Using whole-cell patch clamp recordings in an ex vivo acute hippocampal slice preparation, we investigated the intrinsic membrane properties and the excitatory post-synaptic currents in the PNs of dorsal subiculum of AS mice. Consistent with previous studies, we found three types of neurons (SB, WB, and RF) in the AS subiculum distinguished by their firing patterns in response to depolarizing somatic current injection steps. The majority of neurons in this region were found to be bursting in nature. However, we did not observe any significant differences in the distribution of the different populations of subicular PNs between AS and WT mice. Further, we analyzed and compared these three distinct PN populations and found that only SB and RF neurons have reduced excitability whereas WB neurons have unaltered firing frequency in AS mice. Moreover, all the cell populations in AS mice showed distinct alterations in some of their intrinsic membrane properties with no changes in the extrinsic synaptic properties. Altogether, we outlined and characterized the different neuronal populations present in the subicular region of an AS mouse model.

Materials and Methods

Animals

In the present study, we used adult (2–3 m.o.) male, C57BL/6 AS mice and their WT littermates. Mice were group housed with access to water and food ad libitum and maintained on a 12 h light/dark cycle. AS model mice containing Ube3a maternal deletion (m/p+) were generated by crossing female Ube3a breeder mice (m+/p) with male WT (m+/p+) mice. A total of 26 animals (WT = 13, AS = 13) were used in our study.

Ethics Approval

All the animal experiments were approved by the University of Haifa Institutional Ethics Committee.
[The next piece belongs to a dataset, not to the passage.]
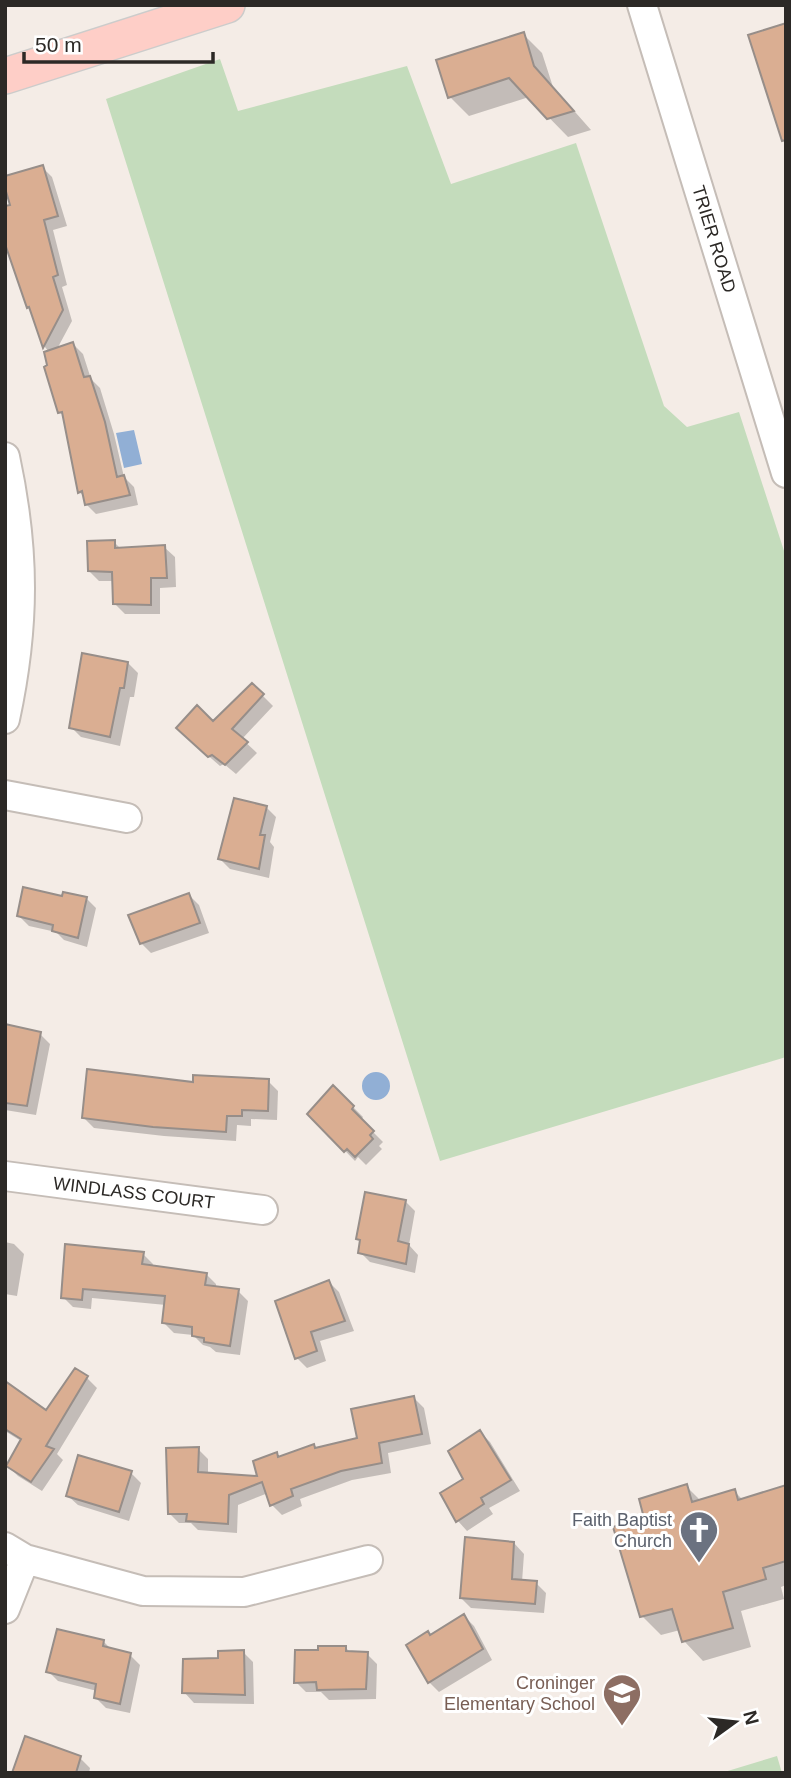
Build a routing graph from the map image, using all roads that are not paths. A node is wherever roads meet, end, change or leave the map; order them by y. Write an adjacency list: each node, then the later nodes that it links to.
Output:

Hippocampal Slice Preparation

Mice were deeply anesthetized with a mixture of ketamine (10%, 200 mg/kg, Vetmarket, Israel) and xylazine (10%, 20 mg/kg, Vetmarket, Israel), and perfused transcardially with aerated, ice-cold cutting solution, containing (in mM): 110 sucrose, 60 NaCl, 3 KCl, 1.25 NaH2PO4, 28 NaHCO3, 0.5 CaCl2, 7 MgCl2, and 5 D-glucose. After decapitation, the brains were rapidly removed, and hippocampal coronal sections of 300 μm thickness were prepared using an SMZ7000 vibratome (Campden Instruments, United Kingdom). Throughout the dissection, brains were maintained in oxygenated ice-cold cutting solution. Following dissection, the hippocampal slices containing dorsal subiculum were transferred to a holding chamber with warm artificial cerebrospinal fluid (aCSF, maintained at 34°C) containing (in mM): 125 NaCl, 2.5 KCl, 1.25 NaH2PO4, 25 NaHCO3, 25 D-glucose, 2 CaCl2.2H2O, and 1 MgCl2.6H2O. After 30 min recovery in warm aCSF, the slices were stored at room temperature (RT, 24 ± 1°C) for a minimum of 1 h for further recovery. Individual slices were then transferred to a submerged recording chamber for performing whole-cell recordings from subicular PNs. All the solutions were aerated with 95% O2/5% CO2 mixture throughout the various steps of dissection, incubation, and recording. We acquired the PNs from coronal slices containing dorsal subiculum from regions −2.6 to −3.3 relative to bregma, using Allen brain atlas as reference (images 80–86).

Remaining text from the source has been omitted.